Page 1 of 2 12 LastLast
Results 1 to 15 of 21
  1. #1
    Join Date
    Jun 2004
    Posts
    15

    Unanswered: String to Number

    Quick question I hope:

    Is there a way to convert a string into a unique number. I have tried using checksum(str) but this appears not to be unique.

    For example:
    select checksum('KEY AND KEY')
    select checksum('COPENBARGER AND COPENBARGER')
    both yield -2027749374.

    Can someone suggest an alternative function?
    Many thanks !

  2. #2
    Join Date
    Jan 2005
    Posts
    6
    No, the CHECKSUM() function is not guaranteed to return unique values.
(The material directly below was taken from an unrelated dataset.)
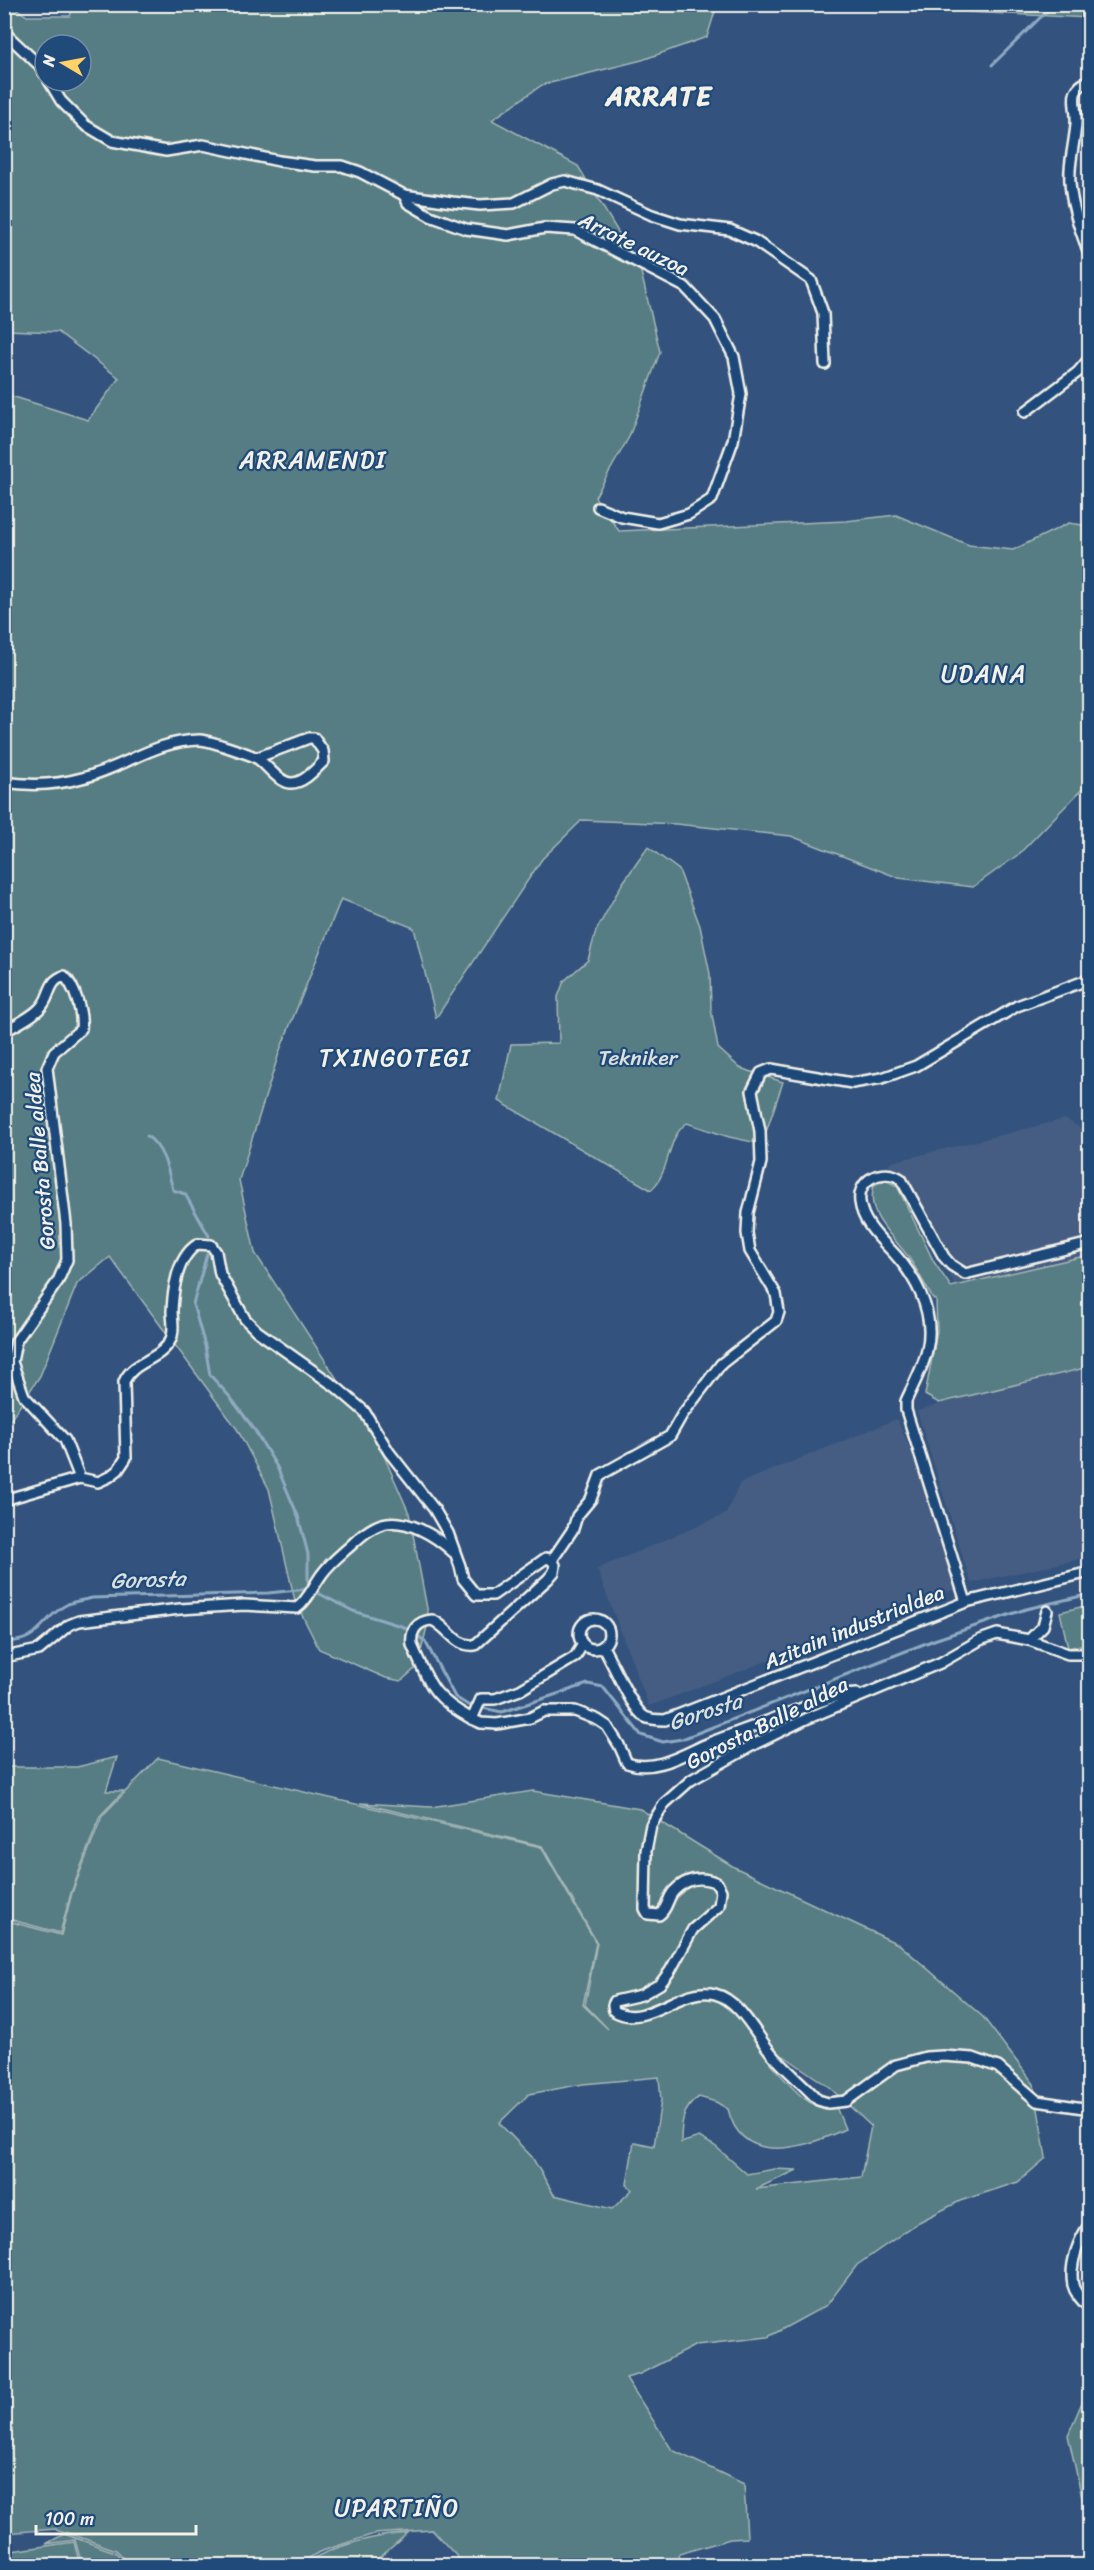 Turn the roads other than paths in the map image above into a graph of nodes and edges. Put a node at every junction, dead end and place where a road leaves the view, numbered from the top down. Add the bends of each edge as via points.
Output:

    With strings of 20 or so characters, there are far more possible string values than there are 32-bit (or 64-bit) integer values. So a unique mapping is not possible.

  3. #3
    Join Date
    Jun 2004
    Posts
    15
    anyone aware of an alternative?

    Tis a long story involving multiple systems and converting data. The destination system requires a numeric key to be used across several tables - the main table in the source contains a unique name and it would be ideal if I could quickly (across millions of rows) generate a unique key seeded on this.

    Looks like I may need to come up with another idea!
    Thanks.

  4. #4
    Join Date
    Nov 2002
    Location
    Jersey
    Posts
    10,322
    Are you looking for GUID?
    Brett
    8-)

    It's a Great Day for America everybody!

    dbforums Yak CorralRadio 'Rita
    dbForums Member List
    I'm Good Once as I ever was

    The physical order of data in a database has no meaning.

  5. #5
    Join Date
    Jun 2004
    Posts
    15
    hmm, im not sure that that is quite what I need, thanks for the suggestion though. Isnt a GUID generated based on time and network address? I need something that is just a function of my string so that the key generated is meaningful accross the tables and systems I am merging.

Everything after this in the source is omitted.